April 17, 200817 yr Table called "Order" has fields "Serial#" and "Name" and a global field "ActiveYes" which is auto enter set to equal 1 Table called "CustomerList" has fields "Serial#" and "Name" and "Active" The table is filled with customer data and "Active" is set to 1 or a 0 (to tell if the customer is active or not) I can successfully make Order:Serial# pop up a value list showing ALL records from Customer:Serial# but I can not make it show me only the Active customers. Following the instructions in Filemaker's help files, and creating a self-join works only if you are popping up a value list from field in the same table. How do I make it work across related tables? If anyone can direct me to a solution it would be much appreciated. Many thanks, JA Edited April 17, 200817 yr by Guest
April 17, 200817 yr I'm afraid that won't work with a new order. Try it this way instead: OrdersCustomers2.fp7.zip
April 17, 200817 yr Author That's what I need. Many thanks. Talking my way through understanding: 1) cTrue in your CustomerTable is a calculation as opposed to an auto enter because that is the easiest/safest? 2) Is it logic or just convention that has you create the self-join where the constant (cTrue) in the "All Customers" table and the variable (Active) is in the Table Occurance. Would it work the other way around? 3) I'm not sure why the value list is defined as 'using the values from the ActiveCustomer table' but where you indicate to include only related values you choose the 'Customers' table. JA
April 17, 200817 yr 1. It can be a calculation or a global - it doesn't matter much. A global would enable user to toggle between active and archived customers, if that's a desired feature. 2. The two fields are in the same table. However, the relationship is NOT symmetric: there's an unindexable field (calculation or global) on the "parent" side, and an indexed field on the "child" side. Such relationship works only in one direction, from the parent to the child. Therefore, the value list MUST be defined to show only related records from the child occurrence. 3. The value list is defined as "starting from Customers" because that's the shortest path required to make the distinction between active and archived. Once that's established, the value list will work in any context - even in an unrelated table.

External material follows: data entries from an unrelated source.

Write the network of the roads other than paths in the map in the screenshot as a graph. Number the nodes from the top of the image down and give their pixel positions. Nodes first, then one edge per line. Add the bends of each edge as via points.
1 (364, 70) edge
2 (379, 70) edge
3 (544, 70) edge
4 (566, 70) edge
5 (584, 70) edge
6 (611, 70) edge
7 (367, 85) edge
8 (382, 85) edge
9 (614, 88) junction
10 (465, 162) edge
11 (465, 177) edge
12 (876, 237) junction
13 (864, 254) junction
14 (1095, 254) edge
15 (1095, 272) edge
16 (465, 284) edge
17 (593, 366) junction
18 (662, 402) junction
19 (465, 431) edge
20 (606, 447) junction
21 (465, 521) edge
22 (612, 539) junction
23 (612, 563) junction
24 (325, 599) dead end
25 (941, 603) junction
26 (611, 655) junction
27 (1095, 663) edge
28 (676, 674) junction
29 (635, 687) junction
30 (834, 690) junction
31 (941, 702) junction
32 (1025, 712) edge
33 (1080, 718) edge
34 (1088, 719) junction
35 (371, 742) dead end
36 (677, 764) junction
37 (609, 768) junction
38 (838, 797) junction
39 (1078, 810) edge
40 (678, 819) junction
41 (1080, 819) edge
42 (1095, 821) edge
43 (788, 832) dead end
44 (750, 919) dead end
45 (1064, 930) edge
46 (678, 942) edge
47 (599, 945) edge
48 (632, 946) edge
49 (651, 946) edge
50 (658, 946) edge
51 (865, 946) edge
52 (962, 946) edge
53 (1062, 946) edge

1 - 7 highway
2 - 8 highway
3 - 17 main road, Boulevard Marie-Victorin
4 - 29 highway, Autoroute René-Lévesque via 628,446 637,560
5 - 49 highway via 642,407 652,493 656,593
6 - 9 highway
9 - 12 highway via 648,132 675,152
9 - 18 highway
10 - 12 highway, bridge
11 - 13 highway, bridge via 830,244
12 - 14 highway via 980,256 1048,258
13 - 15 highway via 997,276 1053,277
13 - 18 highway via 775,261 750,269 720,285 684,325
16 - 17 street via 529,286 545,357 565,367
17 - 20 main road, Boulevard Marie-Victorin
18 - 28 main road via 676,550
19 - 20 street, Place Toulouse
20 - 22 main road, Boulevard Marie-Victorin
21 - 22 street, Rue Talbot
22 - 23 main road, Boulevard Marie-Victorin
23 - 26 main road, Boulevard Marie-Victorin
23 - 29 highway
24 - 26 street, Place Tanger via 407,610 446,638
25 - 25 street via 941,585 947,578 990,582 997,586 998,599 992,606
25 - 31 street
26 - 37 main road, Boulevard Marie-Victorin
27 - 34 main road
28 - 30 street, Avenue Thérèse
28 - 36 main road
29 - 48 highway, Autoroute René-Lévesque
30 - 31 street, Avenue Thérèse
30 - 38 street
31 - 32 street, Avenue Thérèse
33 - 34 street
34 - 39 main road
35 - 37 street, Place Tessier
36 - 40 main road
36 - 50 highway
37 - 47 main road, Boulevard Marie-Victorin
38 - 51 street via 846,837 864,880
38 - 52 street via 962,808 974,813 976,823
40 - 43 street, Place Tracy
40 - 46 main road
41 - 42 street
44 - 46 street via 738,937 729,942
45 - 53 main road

April 17, 200817 yr I'm blaming that one on the time of day it was created. Thanks for the correction Comment. :yourock:
April 17, 200817 yr Ciao Mike, Good catch about the unstored result. I always considered this unstored result of 1 showing with no relation established a bug. That's why I'd prefer a global which behavior towards relationships is largely documented feature. An as you said, we can make it vary according to our needs.
April 17, 200817 yr Hey Ugo, I don't perceive a bug here. True, a global can be toggled - but you also need to make sure it always has a value (preferably the correct one : ).